In another bar, some other Asians play pool and smoke a lot to a blaring, droning uber-disco beat while some guys beat each other up. In between all these smoky beatings a connection is made between The Syndicate, and the reluctant assassin Black Gloves whom The Syndicate blackmailing into killing their opponents. Gloves girlfriend is Champs pre-teen sister, the innocent female character around which this tragedy of indistinguishable proportions is about to unfold. It’s hard to tell through the cigarette haze of nameless chain-smoking Asian toughs and the kung-fu giallo plot, but this may actually all be the same movie. Spooky.
Champ does not want to wait for it, and wastes no time walking directly from muddily dubbed conspiratorial mutterings into a smoky casino, smashing it up and getting arrested and sent to prison. With Champ out of the way his fathers business empire is fair game and the Syndicate moves in, with guilt wracked Black-Gloves performing the necessary personnel cutbacks right on up to Daddy CEO.

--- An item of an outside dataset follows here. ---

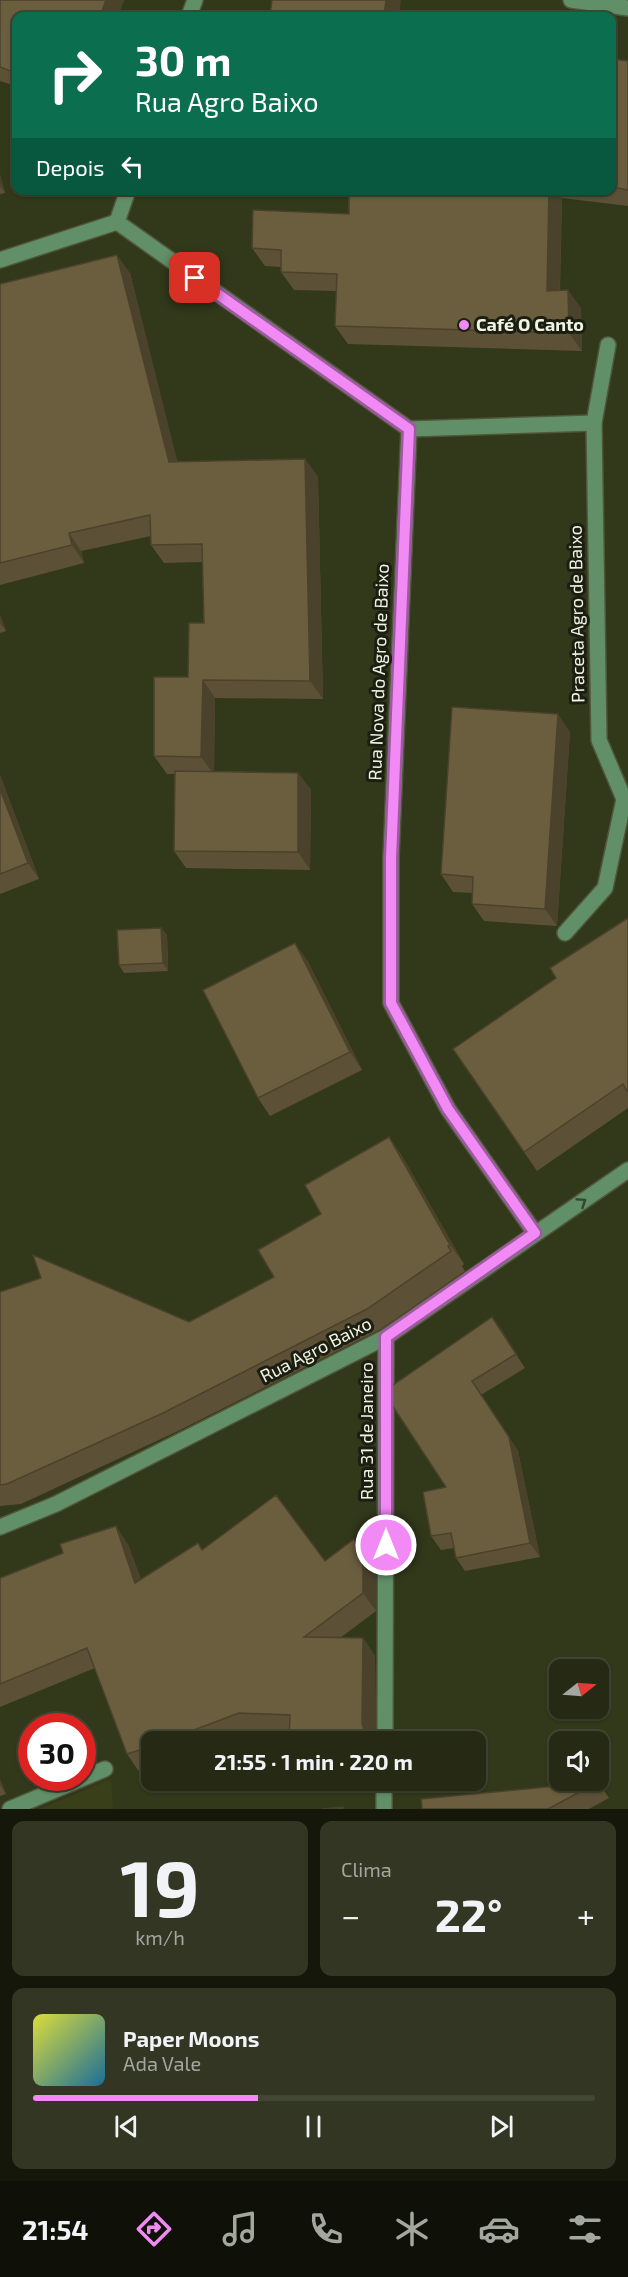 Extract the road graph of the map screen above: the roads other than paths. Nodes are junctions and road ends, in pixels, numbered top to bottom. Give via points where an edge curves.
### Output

When Champ emerges from the clink years later the mafia follows him to his sister and Black Gloves who are now living underground in domestic bliss. When Champ discovers the shitstorm his gambling problem brought this movie to, he takes it out on the most logical victims, his only surviving family. His sister, now pregnant with Black Gloves child, is his first victim, browbeaten into aborting her fetus. During the verbal assault, her husband gets home and Champ beats him silly driving the point home by inducing his sisters miscarriage on the spot before dropping a car on his brother in law’s chest.
So that's fun, right?
If you can find any information on this film, anywhere, please let me know. At this time as far as I know the video cassette in my possession is totally unique.